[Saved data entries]
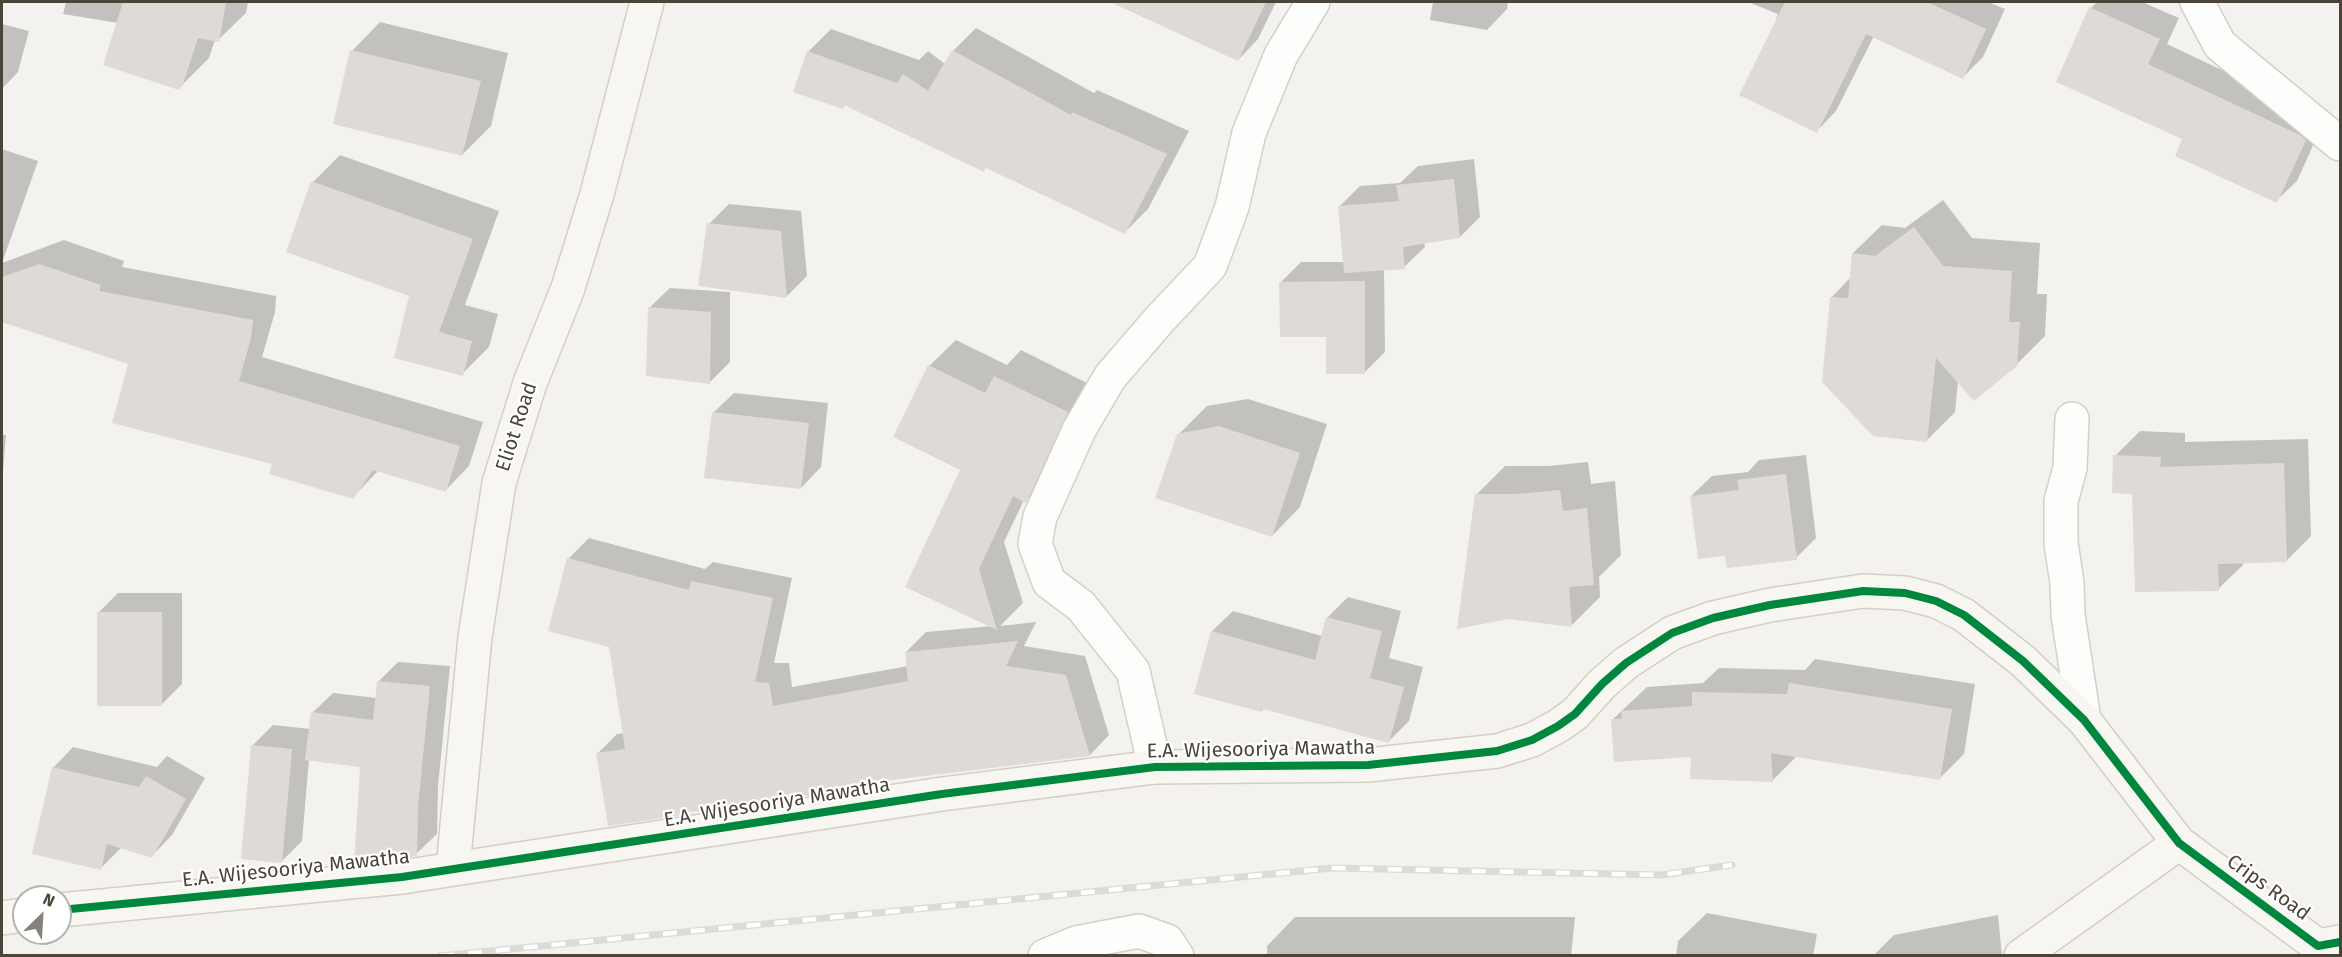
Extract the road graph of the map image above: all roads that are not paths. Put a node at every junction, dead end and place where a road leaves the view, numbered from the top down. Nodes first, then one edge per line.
1 (647, 2) edge
2 (1313, 2) edge
3 (2198, 2) edge
4 (2340, 144) edge
5 (2072, 419) dead end
6 (2084, 720) junction
7 (1155, 768) junction
8 (2179, 843) junction
9 (453, 867) junction
10 (72, 909) edge
11 (2327, 948) edge
12 (1045, 956) edge
13 (1177, 956) edge
14 (2021, 956) edge

1 - 9 street, Eliot Road
2 - 7 street
3 - 4 street
5 - 6 street
6 - 7 street, E.A. Wijesooriya Mawatha
6 - 8 street, E.A. Wijesooriya Mawatha
7 - 9 street, E.A. Wijesooriya Mawatha
8 - 11 street, Crips Road
8 - 14 street
9 - 10 street, E.A. Wijesooriya Mawatha
12 - 13 street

◆ Problem to solve:
A faithful copy of all the data above, without its pictures, is the expected result.

◆ Exercise solution:
Extract the road graph of the map image above: all roads that are not paths. Put a node at every junction, dead end and place where a road leaves the view, numbered from the top down. Nodes first, then one edge per line.
1 (647, 2) edge
2 (1313, 2) edge
3 (2198, 2) edge
4 (2340, 144) edge
5 (2072, 419) dead end
6 (2084, 720) junction
7 (1155, 768) junction
8 (2179, 843) junction
9 (453, 867) junction
10 (72, 909) edge
11 (2327, 948) edge
12 (1045, 956) edge
13 (1177, 956) edge
14 (2021, 956) edge

1 - 9 street, Eliot Road
2 - 7 street
3 - 4 street
5 - 6 street
6 - 7 street, E.A. Wijesooriya Mawatha
6 - 8 street, E.A. Wijesooriya Mawatha
7 - 9 street, E.A. Wijesooriya Mawatha
8 - 11 street, Crips Road
8 - 14 street
9 - 10 street, E.A. Wijesooriya Mawatha
12 - 13 street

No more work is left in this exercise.